[Dataset excerpts]
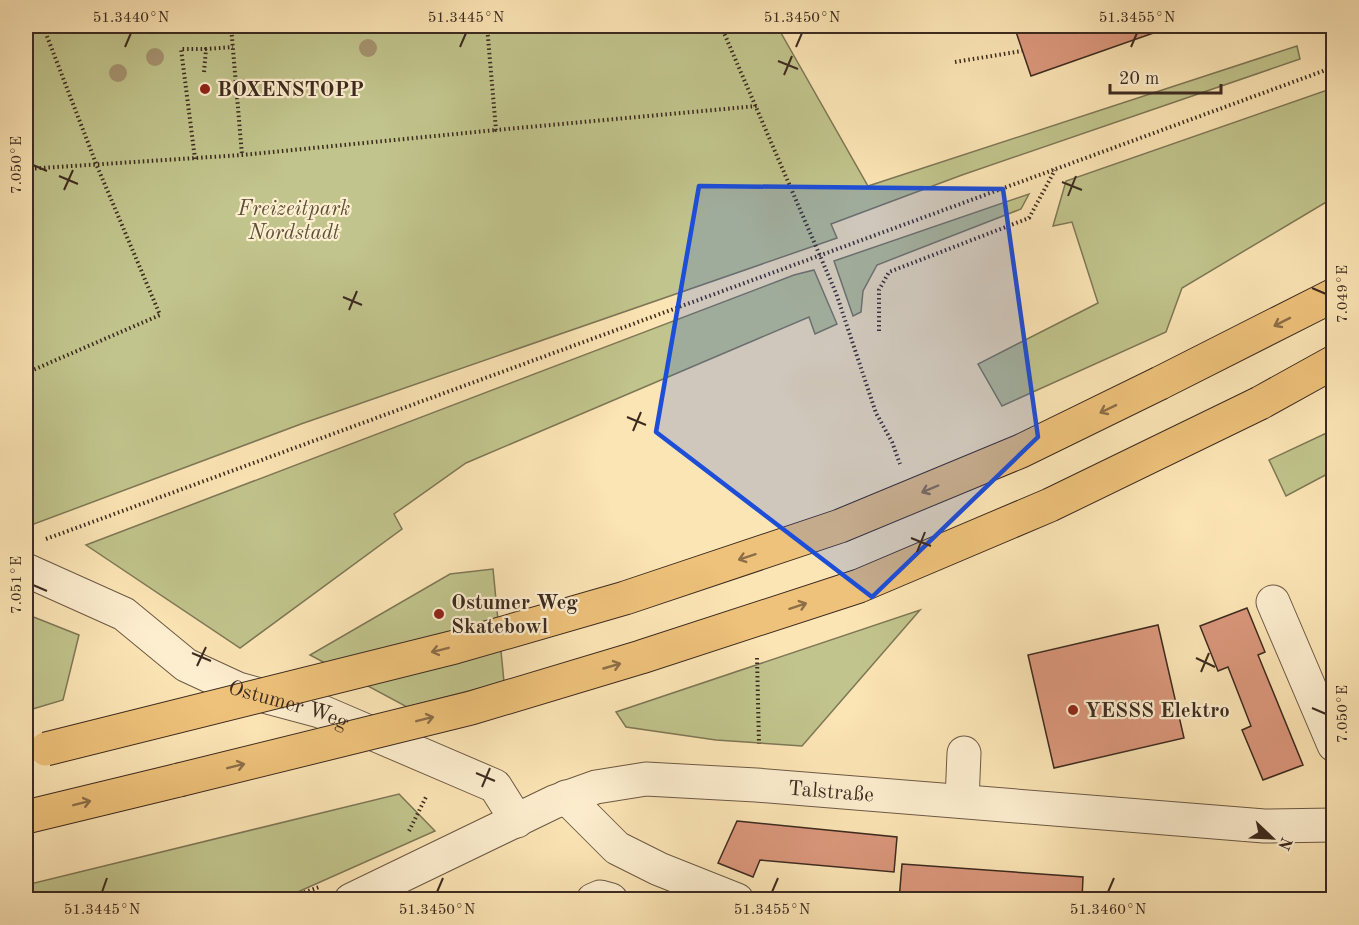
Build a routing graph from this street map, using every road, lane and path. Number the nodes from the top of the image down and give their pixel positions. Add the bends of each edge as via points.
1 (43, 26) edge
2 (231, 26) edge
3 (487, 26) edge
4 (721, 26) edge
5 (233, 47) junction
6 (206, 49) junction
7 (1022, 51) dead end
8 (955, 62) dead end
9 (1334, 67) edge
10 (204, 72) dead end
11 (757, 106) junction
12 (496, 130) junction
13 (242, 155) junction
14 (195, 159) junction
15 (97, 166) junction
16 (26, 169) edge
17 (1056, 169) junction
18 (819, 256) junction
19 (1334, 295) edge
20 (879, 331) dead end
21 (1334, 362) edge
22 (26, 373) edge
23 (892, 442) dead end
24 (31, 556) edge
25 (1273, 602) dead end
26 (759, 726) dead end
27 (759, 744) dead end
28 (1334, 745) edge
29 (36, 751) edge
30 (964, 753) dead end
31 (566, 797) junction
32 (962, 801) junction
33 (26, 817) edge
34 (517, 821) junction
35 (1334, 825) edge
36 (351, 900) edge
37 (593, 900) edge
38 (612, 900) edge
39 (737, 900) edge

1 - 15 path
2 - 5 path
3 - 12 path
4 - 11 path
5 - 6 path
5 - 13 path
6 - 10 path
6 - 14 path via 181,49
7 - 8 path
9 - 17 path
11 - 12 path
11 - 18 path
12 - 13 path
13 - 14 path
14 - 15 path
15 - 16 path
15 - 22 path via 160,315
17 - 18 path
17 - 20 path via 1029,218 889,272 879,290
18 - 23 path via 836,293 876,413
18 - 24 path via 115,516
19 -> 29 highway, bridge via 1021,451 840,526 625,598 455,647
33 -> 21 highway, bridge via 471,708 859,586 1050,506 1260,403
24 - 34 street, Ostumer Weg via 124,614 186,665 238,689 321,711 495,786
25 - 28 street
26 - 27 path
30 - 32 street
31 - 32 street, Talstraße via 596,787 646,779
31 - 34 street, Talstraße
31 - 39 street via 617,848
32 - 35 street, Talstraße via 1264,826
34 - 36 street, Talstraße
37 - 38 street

=== ABOUT THIS EXERCISE ===
Set the records down again exactly as given, and leave the pictures out.

=== RESULT FOR THIS EXERCISE ===
Build a routing graph from this street map, using every road, lane and path. Number the nodes from the top of the image down and give their pixel positions. Add the bends of each edge as via points.
1 (43, 26) edge
2 (231, 26) edge
3 (487, 26) edge
4 (721, 26) edge
5 (233, 47) junction
6 (206, 49) junction
7 (1022, 51) dead end
8 (955, 62) dead end
9 (1334, 67) edge
10 (204, 72) dead end
11 (757, 106) junction
12 (496, 130) junction
13 (242, 155) junction
14 (195, 159) junction
15 (97, 166) junction
16 (26, 169) edge
17 (1056, 169) junction
18 (819, 256) junction
19 (1334, 295) edge
20 (879, 331) dead end
21 (1334, 362) edge
22 (26, 373) edge
23 (892, 442) dead end
24 (31, 556) edge
25 (1273, 602) dead end
26 (759, 726) dead end
27 (759, 744) dead end
28 (1334, 745) edge
29 (36, 751) edge
30 (964, 753) dead end
31 (566, 797) junction
32 (962, 801) junction
33 (26, 817) edge
34 (517, 821) junction
35 (1334, 825) edge
36 (351, 900) edge
37 (593, 900) edge
38 (612, 900) edge
39 (737, 900) edge

1 - 15 path
2 - 5 path
3 - 12 path
4 - 11 path
5 - 6 path
5 - 13 path
6 - 10 path
6 - 14 path via 181,49
7 - 8 path
9 - 17 path
11 - 12 path
11 - 18 path
12 - 13 path
13 - 14 path
14 - 15 path
15 - 16 path
15 - 22 path via 160,315
17 - 18 path
17 - 20 path via 1029,218 889,272 879,290
18 - 23 path via 836,293 876,413
18 - 24 path via 115,516
19 -> 29 highway, bridge via 1021,451 840,526 625,598 455,647
33 -> 21 highway, bridge via 471,708 859,586 1050,506 1260,403
24 - 34 street, Ostumer Weg via 124,614 186,665 238,689 321,711 495,786
25 - 28 street
26 - 27 path
30 - 32 street
31 - 32 street, Talstraße via 596,787 646,779
31 - 34 street, Talstraße
31 - 39 street via 617,848
32 - 35 street, Talstraße via 1264,826
34 - 36 street, Talstraße
37 - 38 street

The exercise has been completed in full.